Europol warnte ebenso wie die deutschen Behörden Unternehmen eindringlich davor, auf Erpressungen einzugehen und Geld an die Verbrecher zu zahlen. Damit würden nicht nur die kriminellen Strukturen finanziert, sondern das Unternehmen lande auf einer sogenannten "White List" der zahlungswilligen Opfer. Das könne weitere Attacken nach sich ziehen.

Netzwerk nur schwer zu zerschlagen

Trotz des Ermittlungserfolgs dämpfte ZAC-Leiter Markus Hartmann die Erwartungen: Das Netzwerk lasse sich nicht durch Verhaftungen zerschlagen. Weil es ein finanziell sehr einträgliches Kriminalitätsfeld sei, würden schnell andere die Rollen der Verhafteten übernehmen.

Darum sei es wichtig, dass der Markt an Attraktivität verliere. Unternehmen müssten die IT-Sicherheit zur Chefsache machen und Daten genauso schützen wie Gebäude und Betriebsgelände, riet LKA-Chef Ingo Wünsch.
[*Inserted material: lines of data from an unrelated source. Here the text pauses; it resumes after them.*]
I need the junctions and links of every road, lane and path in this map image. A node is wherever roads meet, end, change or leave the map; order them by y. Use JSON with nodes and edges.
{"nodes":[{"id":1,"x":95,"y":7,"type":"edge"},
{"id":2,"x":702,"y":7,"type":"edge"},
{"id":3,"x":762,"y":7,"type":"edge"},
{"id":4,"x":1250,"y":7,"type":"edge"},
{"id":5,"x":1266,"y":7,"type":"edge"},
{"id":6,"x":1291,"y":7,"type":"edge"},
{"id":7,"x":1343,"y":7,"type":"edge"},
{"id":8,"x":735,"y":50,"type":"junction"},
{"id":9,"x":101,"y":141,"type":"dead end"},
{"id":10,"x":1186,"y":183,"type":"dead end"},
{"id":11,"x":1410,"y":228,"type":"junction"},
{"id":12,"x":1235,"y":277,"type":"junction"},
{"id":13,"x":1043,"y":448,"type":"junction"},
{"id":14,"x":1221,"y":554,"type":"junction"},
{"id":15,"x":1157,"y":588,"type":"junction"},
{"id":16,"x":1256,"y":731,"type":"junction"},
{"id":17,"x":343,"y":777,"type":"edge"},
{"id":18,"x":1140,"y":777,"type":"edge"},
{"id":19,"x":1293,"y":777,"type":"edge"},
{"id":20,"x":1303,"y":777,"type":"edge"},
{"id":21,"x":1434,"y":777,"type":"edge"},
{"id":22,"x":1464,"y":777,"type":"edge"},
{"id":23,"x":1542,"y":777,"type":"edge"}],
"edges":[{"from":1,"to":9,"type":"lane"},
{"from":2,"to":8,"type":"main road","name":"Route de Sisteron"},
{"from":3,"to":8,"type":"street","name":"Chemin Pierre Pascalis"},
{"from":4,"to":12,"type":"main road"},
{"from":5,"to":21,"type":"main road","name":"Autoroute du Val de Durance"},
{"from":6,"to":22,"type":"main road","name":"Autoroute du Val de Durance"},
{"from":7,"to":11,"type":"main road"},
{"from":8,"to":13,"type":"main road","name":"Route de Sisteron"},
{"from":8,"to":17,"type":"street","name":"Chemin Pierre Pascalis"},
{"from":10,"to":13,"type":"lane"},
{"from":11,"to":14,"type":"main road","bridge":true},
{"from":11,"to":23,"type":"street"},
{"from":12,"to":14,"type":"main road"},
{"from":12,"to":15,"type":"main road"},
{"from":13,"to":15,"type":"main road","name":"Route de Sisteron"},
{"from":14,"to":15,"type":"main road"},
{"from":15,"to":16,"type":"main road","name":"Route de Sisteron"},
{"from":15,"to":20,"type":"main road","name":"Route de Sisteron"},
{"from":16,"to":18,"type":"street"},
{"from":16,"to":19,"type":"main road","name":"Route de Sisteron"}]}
Die ZAC und ihre Arbeitsstrukturen

Seit 2016 ist die landesweite Zentrale Ansprechstelle Cybercrime aktiv, sie ist bei der Staatsanwaltschaft Köln angesiedelt. Ihr Betätigungsfeld sind "alle Straftaten, die sich gegen das Internet, Datennetze, IT-System bzw. deren Daten richten oder die mittels IT begangen werden", erklärt das NRW-Justizministerium. Die ZAC NRW habe sich als bundesweit größte Cybercrime-Einheit der Justiz etabliert. Andere Bundesländer haben ähnliche Spezialeinheiten. Seit 2020 ist bei der ZAC auch die "Task Force zur Bekämpfung des Kindesmissbrauchs und der Verbreitung von Kinderpornografie in digitalen Medien" angesiedelt.